横浜ゴムは,液晶ディスプレイのバックライトに使用されるLED光源から発せられるブルーライトをカット(減衰)しながら,無色・透明で液晶ディスプレイの本来の色彩を損なうことなく再現できるフィルム「YF-Rシリーズ」を開発した(ニュースリリース)。
無色・透明のフィルムでブルーライトの波長域全体を効果的にカットできる技術は世界初とする。
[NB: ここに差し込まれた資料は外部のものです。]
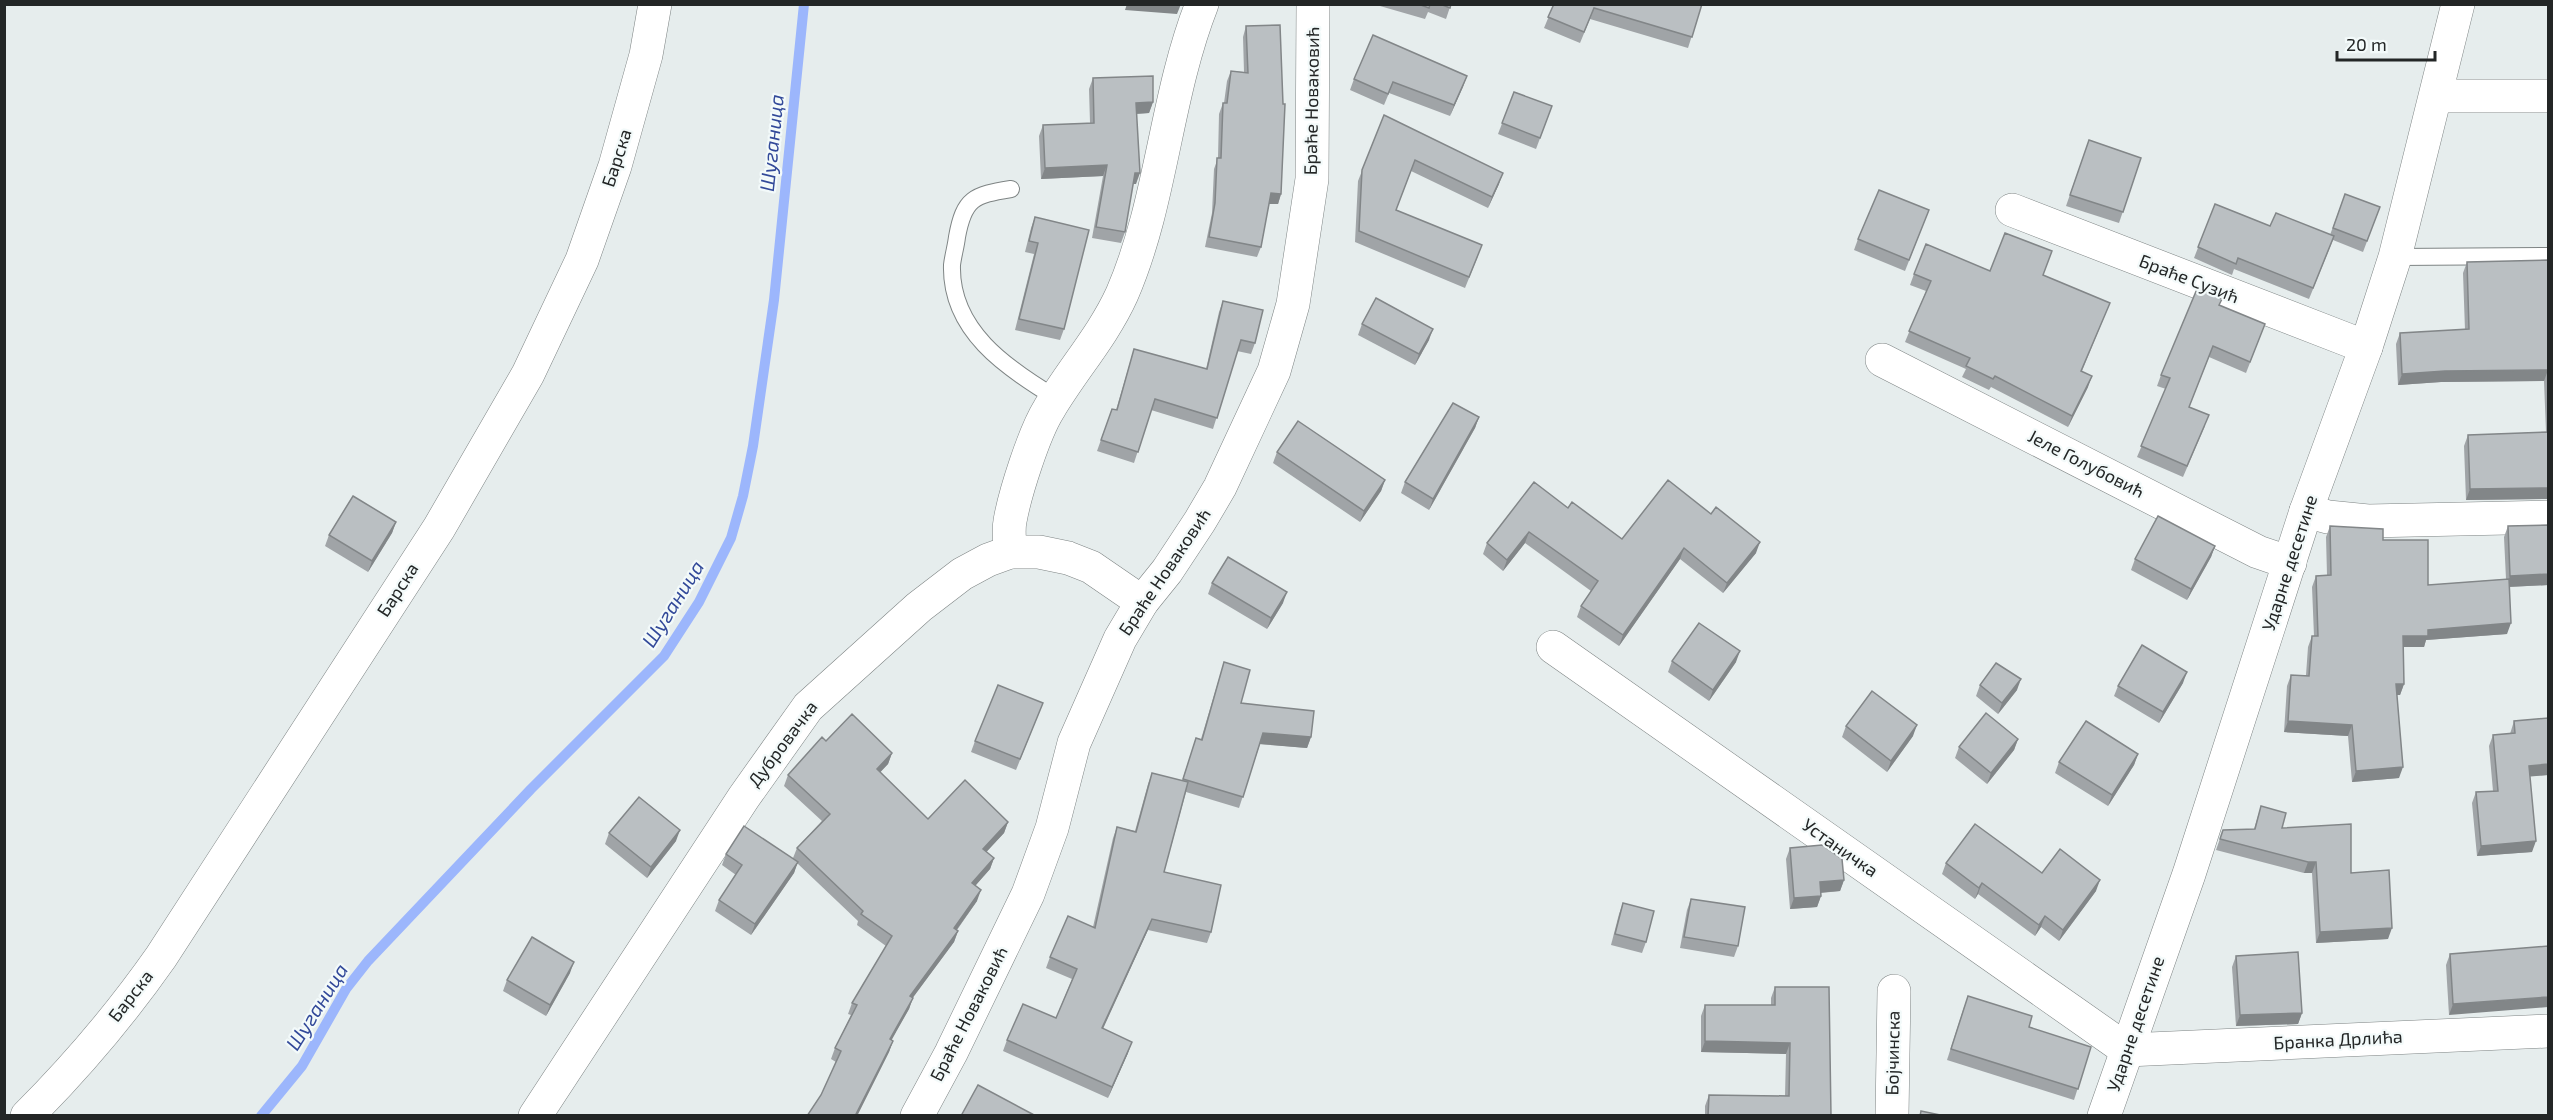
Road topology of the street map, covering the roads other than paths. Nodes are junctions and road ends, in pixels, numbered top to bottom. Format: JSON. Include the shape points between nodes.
{"nodes":[{"id":1,"x":655,"y":4,"type":"edge"},
{"id":2,"x":1202,"y":4,"type":"edge"},
{"id":3,"x":1313,"y":4,"type":"edge"},
{"id":4,"x":2458,"y":4,"type":"edge"},
{"id":5,"x":2436,"y":96,"type":"junction"},
{"id":6,"x":2548,"y":96,"type":"edge"},
{"id":7,"x":1011,"y":189,"type":"dead end"},
{"id":8,"x":2012,"y":210,"type":"dead end"},
{"id":9,"x":2548,"y":256,"type":"edge"},
{"id":10,"x":2395,"y":257,"type":"junction"},
{"id":11,"x":2366,"y":347,"type":"junction"},
{"id":12,"x":1882,"y":360,"type":"dead end"},
{"id":13,"x":1056,"y":398,"type":"junction"},
{"id":14,"x":2306,"y":511,"type":"junction"},
{"id":15,"x":2548,"y":517,"type":"edge"},
{"id":16,"x":1010,"y":552,"type":"junction"},
{"id":17,"x":2290,"y":564,"type":"junction"},
{"id":18,"x":1143,"y":602,"type":"junction"},
{"id":19,"x":1553,"y":647,"type":"dead end"},
{"id":20,"x":1894,"y":991,"type":"dead end"},
{"id":21,"x":2548,"y":1030,"type":"edge"},
{"id":22,"x":2127,"y":1050,"type":"junction"},
{"id":23,"x":27,"y":1116,"type":"edge"},
{"id":24,"x":535,"y":1116,"type":"edge"},
{"id":25,"x":917,"y":1116,"type":"edge"},
{"id":26,"x":1892,"y":1116,"type":"edge"},
{"id":27,"x":2104,"y":1116,"type":"edge"}],
"edges":[{"from":1,"to":23,"type":"street","name":"Барска","via":[[646,55],[608,187],[582,260],[528,375],[439,528],[161,957],[79,1060]]},
{"from":2,"to":13,"type":"street","via":[[1183,62],[1140,243],[1122,294],[1102,333]]},
{"from":3,"to":18,"type":"street","name":"Браће Новаковић","via":[[1312,179],[1300,266],[1283,342],[1274,371],[1220,487]]},
{"from":4,"to":5,"type":"street","name":"Ударне десетине"},
{"from":5,"to":6,"type":"street"},
{"from":5,"to":10,"type":"street","name":"Ударне десетине"},
{"from":7,"to":13,"type":"lane","via":[[984,193],[961,215],[952,265],[956,296],[963,318],[980,341],[1001,362]]},
{"from":8,"to":11,"type":"street","name":"Браће Сузић"},
{"from":9,"to":10,"type":"lane"},
{"from":10,"to":11,"type":"street","name":"Ударне десетине"},
{"from":11,"to":14,"type":"street","name":"Ударне десетине"},
{"from":12,"to":17,"type":"street","name":"Јеле Голубовић","via":[[2258,552]]},
{"from":13,"to":16,"type":"street","via":[[1034,441],[1014,506]]},
{"from":14,"to":15,"type":"street","via":[[2368,521]]},
{"from":14,"to":17,"type":"street","name":"Ударне десетине"},
{"from":16,"to":18,"type":"street","name":"Дубровачка","via":[[1068,558],[1091,567]]},
{"from":16,"to":24,"type":"street","name":"Дубровачка","via":[[962,574],[945,587],[808,707],[744,797]]},
{"from":17,"to":22,"type":"street","name":"Ударне десетине"},
{"from":18,"to":25,"type":"street","name":"Браће Новаковић","via":[[1119,639],[1074,743],[1052,828],[1028,894]]},
{"from":19,"to":22,"type":"street","name":"Устаничка"},
{"from":20,"to":26,"type":"street","name":"Бојчинска"},
{"from":21,"to":22,"type":"street","name":"Бранка Дрлића"},
{"from":22,"to":27,"type":"street","name":"Ударне десетине"}]}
目にやさしく,自然な色合いを再現しやすいため,タブレット端末やPC,スマートフォン向けに採用促進を図っていく計画。
ブルーライトは紫から青色に見える短い波長(380~495nm)の可視光線で,目の網膜に達する割合が多いことから,疲れ目,ドライアイ,網膜の機能低下や体内時計の狂いなどへの影響が指摘されている。
一般的にブルーライトカット機能を持つフィルム製品の多くは,黄色味を帯びたり透過率を抑えたりすることでブルーライトをカットしており,色彩の再現性が失われるほか,波長域によって性能のばらつきなどがあった。
「YF-Rシリーズ」は,青色光を反射させる技術や,市場で一般的に用いられているフィルムの透過率を抑制する技術とは異なる技法でブルーライトをカットできるのが特徴。
短波長域はもちろん,LED光源でのピーク波長となる450nm付近でも効果的にカットすることに成功し,ブルーライト波長域全体で安定したカット性能を発揮できるようにした。ブルーライトカット率は約30%,フィルム全体での全光線透過率は約90%を確保したほか,黄色味を表すb*(ビースター)値を1以下(肉眼で確認できないレベル)まで抑え,透き通った無色・透明のフィルムに仕上げた。